WHAT YOU SHOULD DO: Write the records out again exactly, leaving no images in.

DATA RECORDS:
--
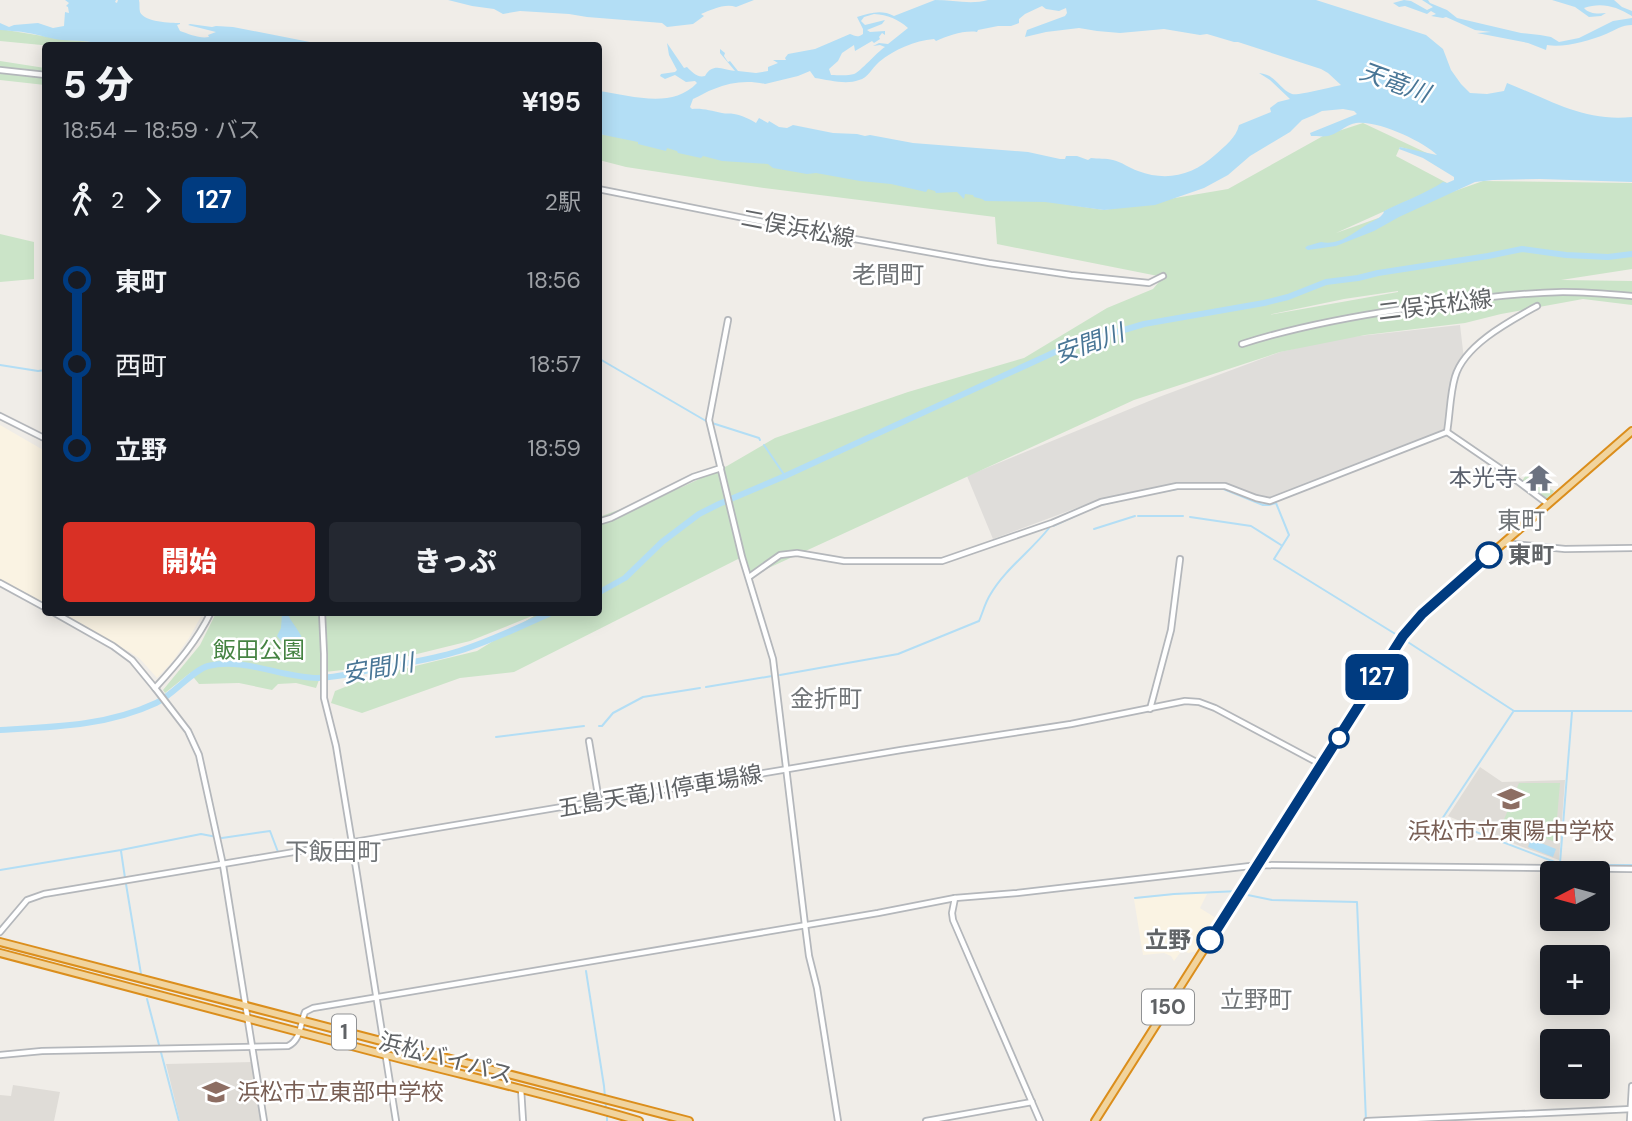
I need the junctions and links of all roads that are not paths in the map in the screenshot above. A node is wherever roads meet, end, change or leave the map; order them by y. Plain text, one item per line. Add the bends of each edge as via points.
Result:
1 (0, 70) edge
2 (42, 75) edge
3 (602, 190) edge
4 (1163, 276) dead end
5 (1632, 296) edge
6 (1536, 306) dead end
7 (728, 320) dead end
8 (1242, 344) dead end
9 (0, 416) edge
10 (1632, 430) edge
11 (1447, 432) junction
12 (42, 437) edge
13 (721, 468) junction
14 (1548, 504) junction
15 (602, 521) edge
16 (1503, 543) junction
17 (1632, 548) edge
18 (1181, 559) dead end
19 (749, 577) junction
20 (0, 583) edge
21 (42, 606) edge
22 (60, 616) edge
23 (209, 616) edge
24 (322, 616) edge
25 (156, 688) junction
26 (1150, 709) junction
27 (589, 741) dead end
28 (1322, 765) junction
29 (787, 769) junction
30 (599, 801) junction
31 (352, 843) junction
32 (223, 865) junction
33 (1259, 865) junction
34 (1632, 869) edge
35 (955, 898) junction
36 (805, 925) junction
37 (0, 932) edge
38 (0, 942) edge
39 (0, 953) edge
40 (377, 997) junction
41 (246, 1006) junction
42 (248, 1019) junction
43 (302, 1021) junction
44 (300, 1031) junction
45 (384, 1042) junction
46 (253, 1047) junction
47 (0, 1055) edge
48 (387, 1055) junction
49 (1632, 1086) edge
50 (521, 1089) junction
51 (1032, 1102) junction
52 (1631, 1109) edge
53 (264, 1121) edge
54 (396, 1121) edge
55 (523, 1121) edge
56 (639, 1121) edge
57 (689, 1121) edge
58 (838, 1121) edge
59 (926, 1121) edge
60 (1040, 1121) edge
61 (1095, 1121) edge
62 (1367, 1121) edge
63 (1630, 1121) edge

1 - 2 street
3 - 4 street, 二俣浜松線 via 989,263 1149,283
5 - 8 street, 二俣浜松線 via 1559,292 1425,305 1300,327
6 - 11 street via 1464,359 1454,378
7 - 13 street via 709,420
9 - 12 street
10 - 14 highway, 150
11 - 14 street
11 - 19 street via 1270,501 1225,486 1177,486 1101,502 942,561 844,561 797,553 780,555
13 - 15 street
13 - 19 street
14 - 16 highway, 150
16 - 17 street via 1565,549
16 - 28 highway, 150 via 1402,637
18 - 26 street via 1171,630
19 - 29 street via 773,659
20 - 21 street
22 - 25 street via 125,654
23 - 25 street via 198,637
24 - 31 street via 324,698
25 - 32 street via 188,731 199,755
26 - 28 street, 五島天竜川停車場線 via 1185,701 1207,704
26 - 29 street, 五島天竜川停車場線
27 - 30 street
28 - 33 highway, 150
29 - 30 street, 五島天竜川停車場線
29 - 36 street
30 - 31 street, 五島天竜川停車場線
31 - 32 street, 五島天竜川停車場線
31 - 40 street
32 - 37 street, 五島天竜川停車場線 via 32,897
32 - 41 street
33 - 34 street
33 - 35 street
33 - 61 highway, 150
35 - 36 street
35 - 51 street via 953,920
36 - 40 street
36 - 58 street
38 - 41 highway, 浜松バイパス / 1
39 - 42 highway, 浜松バイパス / 1
40 - 43 street via 313,1007
40 - 45 street
41 - 42 street
41 - 43 highway, 浜松バイパス / 1
42 - 44 highway, 浜松バイパス / 1
42 - 46 street
43 - 44 street
43 - 45 highway, 浜松バイパス / 1
44 - 46 street via 292,1044
44 - 48 highway, 浜松バイパス / 1
45 - 48 street
45 - 57 highway, 浜松バイパス / 1
46 - 47 street
46 - 53 street
48 - 50 highway, 浜松バイパス / 1
48 - 54 street
49 - 52 street
50 - 55 street
50 - 56 highway, 浜松バイパス / 1
51 - 59 street
51 - 60 street
52 - 62 street
52 - 63 street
--
EXERCISE SOLUTION:
I need the junctions and links of all roads that are not paths in the map in the screenshot above. A node is wherever roads meet, end, change or leave the map; order them by y. Plain text, one item per line. Add the bends of each edge as via points.
Result:
1 (0, 70) edge
2 (42, 75) edge
3 (602, 190) edge
4 (1163, 276) dead end
5 (1632, 296) edge
6 (1536, 306) dead end
7 (728, 320) dead end
8 (1242, 344) dead end
9 (0, 416) edge
10 (1632, 430) edge
11 (1447, 432) junction
12 (42, 437) edge
13 (721, 468) junction
14 (1548, 504) junction
15 (602, 521) edge
16 (1503, 543) junction
17 (1632, 548) edge
18 (1181, 559) dead end
19 (749, 577) junction
20 (0, 583) edge
21 (42, 606) edge
22 (60, 616) edge
23 (209, 616) edge
24 (322, 616) edge
25 (156, 688) junction
26 (1150, 709) junction
27 (589, 741) dead end
28 (1322, 765) junction
29 (787, 769) junction
30 (599, 801) junction
31 (352, 843) junction
32 (223, 865) junction
33 (1259, 865) junction
34 (1632, 869) edge
35 (955, 898) junction
36 (805, 925) junction
37 (0, 932) edge
38 (0, 942) edge
39 (0, 953) edge
40 (377, 997) junction
41 (246, 1006) junction
42 (248, 1019) junction
43 (302, 1021) junction
44 (300, 1031) junction
45 (384, 1042) junction
46 (253, 1047) junction
47 (0, 1055) edge
48 (387, 1055) junction
49 (1632, 1086) edge
50 (521, 1089) junction
51 (1032, 1102) junction
52 (1631, 1109) edge
53 (264, 1121) edge
54 (396, 1121) edge
55 (523, 1121) edge
56 (639, 1121) edge
57 (689, 1121) edge
58 (838, 1121) edge
59 (926, 1121) edge
60 (1040, 1121) edge
61 (1095, 1121) edge
62 (1367, 1121) edge
63 (1630, 1121) edge

1 - 2 street
3 - 4 street, 二俣浜松線 via 989,263 1149,283
5 - 8 street, 二俣浜松線 via 1559,292 1425,305 1300,327
6 - 11 street via 1464,359 1454,378
7 - 13 street via 709,420
9 - 12 street
10 - 14 highway, 150
11 - 14 street
11 - 19 street via 1270,501 1225,486 1177,486 1101,502 942,561 844,561 797,553 780,555
13 - 15 street
13 - 19 street
14 - 16 highway, 150
16 - 17 street via 1565,549
16 - 28 highway, 150 via 1402,637
18 - 26 street via 1171,630
19 - 29 street via 773,659
20 - 21 street
22 - 25 street via 125,654
23 - 25 street via 198,637
24 - 31 street via 324,698
25 - 32 street via 188,731 199,755
26 - 28 street, 五島天竜川停車場線 via 1185,701 1207,704
26 - 29 street, 五島天竜川停車場線
27 - 30 street
28 - 33 highway, 150
29 - 30 street, 五島天竜川停車場線
29 - 36 street
30 - 31 street, 五島天竜川停車場線
31 - 32 street, 五島天竜川停車場線
31 - 40 street
32 - 37 street, 五島天竜川停車場線 via 32,897
32 - 41 street
33 - 34 street
33 - 35 street
33 - 61 highway, 150
35 - 36 street
35 - 51 street via 953,920
36 - 40 street
36 - 58 street
38 - 41 highway, 浜松バイパス / 1
39 - 42 highway, 浜松バイパス / 1
40 - 43 street via 313,1007
40 - 45 street
41 - 42 street
41 - 43 highway, 浜松バイパス / 1
42 - 44 highway, 浜松バイパス / 1
42 - 46 street
43 - 44 street
43 - 45 highway, 浜松バイパス / 1
44 - 46 street via 292,1044
44 - 48 highway, 浜松バイパス / 1
45 - 48 street
45 - 57 highway, 浜松バイパス / 1
46 - 47 street
46 - 53 street
48 - 50 highway, 浜松バイパス / 1
48 - 54 street
49 - 52 street
50 - 55 street
50 - 56 highway, 浜松バイパス / 1
51 - 59 street
51 - 60 street
52 - 62 street
52 - 63 street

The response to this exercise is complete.